◆ What the task requires ◆
This exercise calls for duplicating every entry below exactly, without the images.

(Saved data entries)
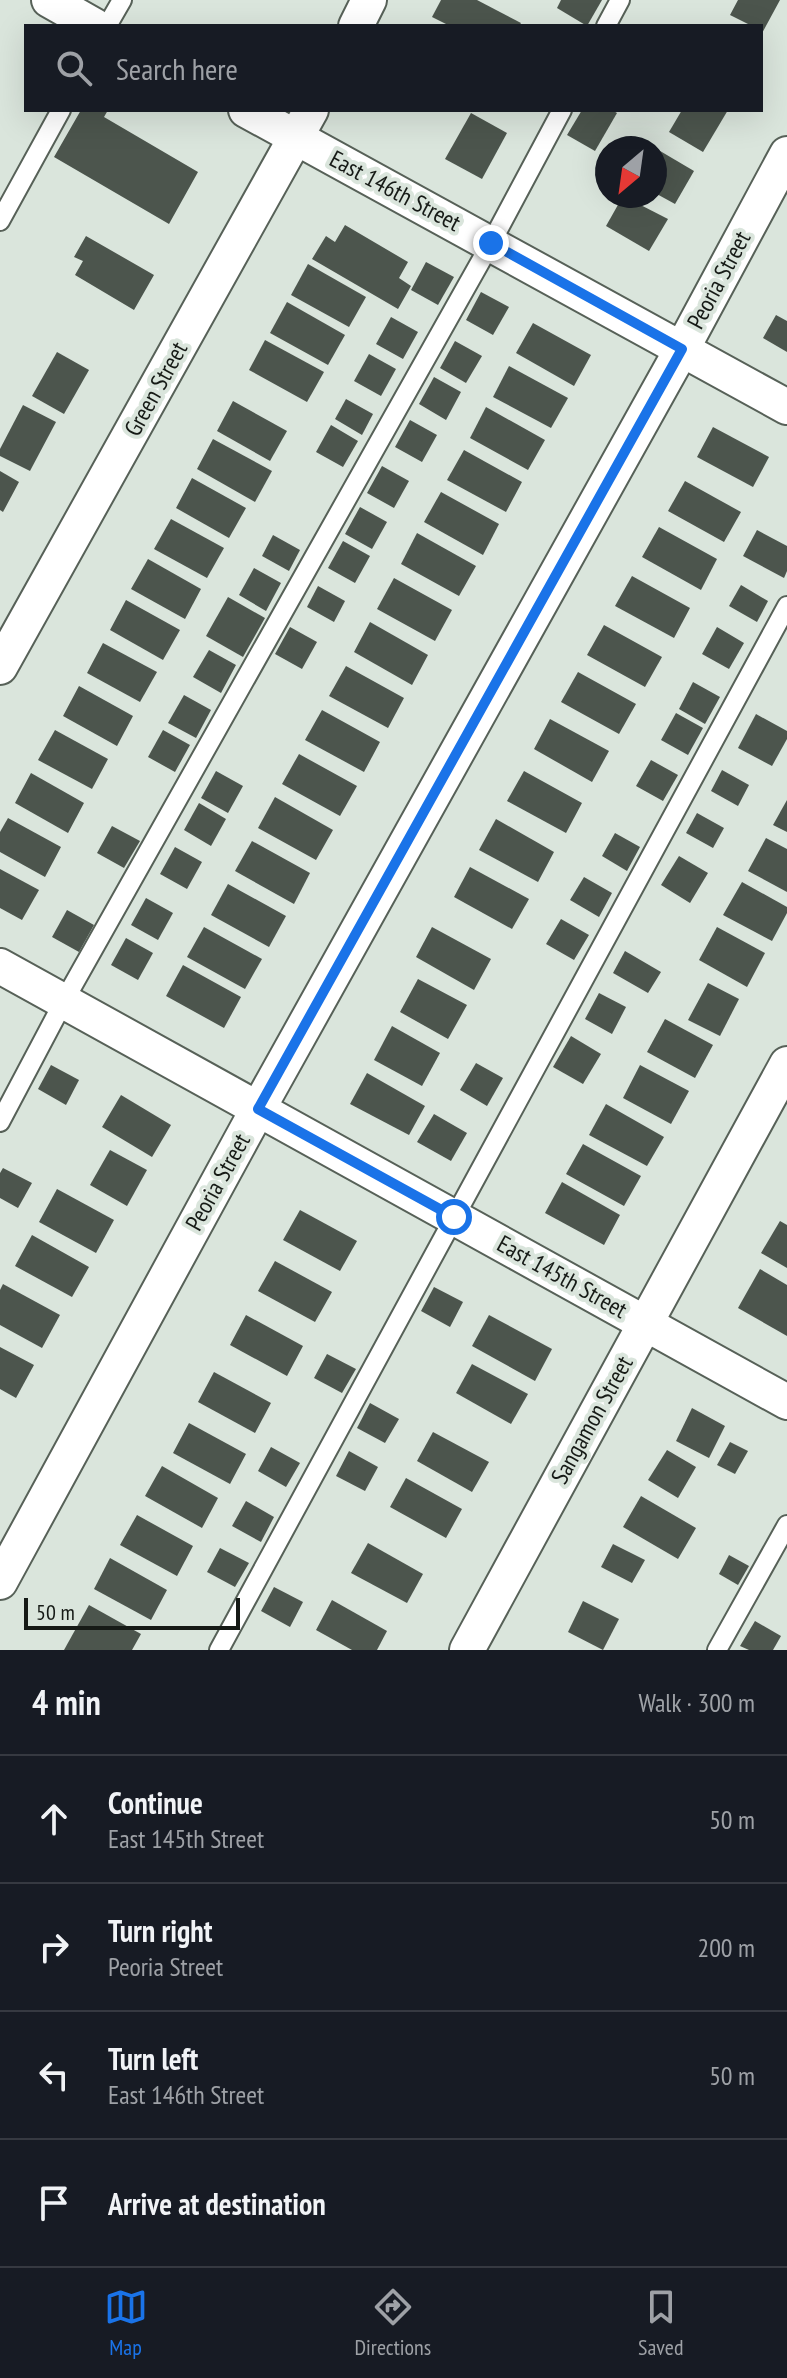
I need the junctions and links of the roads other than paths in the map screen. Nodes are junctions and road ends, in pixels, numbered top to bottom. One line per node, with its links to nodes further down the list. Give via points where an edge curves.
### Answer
1 (49, 0): 5 (street)
2 (122, 0): 6 (lane)
3 (369, 0): 7 (street)
4 (620, 0): 8 (lane)
5 (91, 24)
6 (108, 24)
7 (357, 24)
8 (607, 24)
9 (60, 112): 14 (lane)
10 (254, 112): 12 (street, East 146th Street)
11 (561, 112): 15 (lane)
12 (303, 124): 15 (street, East 146th Street); 19 (street, Green Street)
13 (787, 154): 16 (street, Peoria Street)
14 (0, 221)
15 (491, 243): 16 (street, East 146th Street); 21 (lane)
16 (682, 349): 17 (street, East 146th Street); 23 (street, Peoria Street)
17 (787, 407)
18 (787, 606): 25 (lane)
19 (0, 667)
20 (0, 966): 21 (street, East 145th Street)
21 (64, 1001): 23 (street, East 145th Street); 24 (lane)
22 (787, 1064): 26 (street, Sangamon Street)
23 (258, 1109): 25 (street, East 145th Street); 29 (street, Peoria Street)
24 (0, 1122)
25 (454, 1217): 26 (street, East 145th Street); 30 (lane)
26 (644, 1323): 27 (street, East 145th Street); 31 (street, Sangamon Street)
27 (787, 1402)
28 (787, 1525): 32 (lane)
29 (0, 1582)
30 (219, 1650)
31 (467, 1650)
32 (717, 1650)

◆ Task response ◆
I need the junctions and links of the roads other than paths in the map screen. Nodes are junctions and road ends, in pixels, numbered top to bottom. One line per node, with its links to nodes further down the list. Give via points where an edge curves.
### Answer
1 (49, 0): 5 (street)
2 (122, 0): 6 (lane)
3 (369, 0): 7 (street)
4 (620, 0): 8 (lane)
5 (91, 24)
6 (108, 24)
7 (357, 24)
8 (607, 24)
9 (60, 112): 14 (lane)
10 (254, 112): 12 (street, East 146th Street)
11 (561, 112): 15 (lane)
12 (303, 124): 15 (street, East 146th Street); 19 (street, Green Street)
13 (787, 154): 16 (street, Peoria Street)
14 (0, 221)
15 (491, 243): 16 (street, East 146th Street); 21 (lane)
16 (682, 349): 17 (street, East 146th Street); 23 (street, Peoria Street)
17 (787, 407)
18 (787, 606): 25 (lane)
19 (0, 667)
20 (0, 966): 21 (street, East 145th Street)
21 (64, 1001): 23 (street, East 145th Street); 24 (lane)
22 (787, 1064): 26 (street, Sangamon Street)
23 (258, 1109): 25 (street, East 145th Street); 29 (street, Peoria Street)
24 (0, 1122)
25 (454, 1217): 26 (street, East 145th Street); 30 (lane)
26 (644, 1323): 27 (street, East 145th Street); 31 (street, Sangamon Street)
27 (787, 1402)
28 (787, 1525): 32 (lane)
29 (0, 1582)
30 (219, 1650)
31 (467, 1650)
32 (717, 1650)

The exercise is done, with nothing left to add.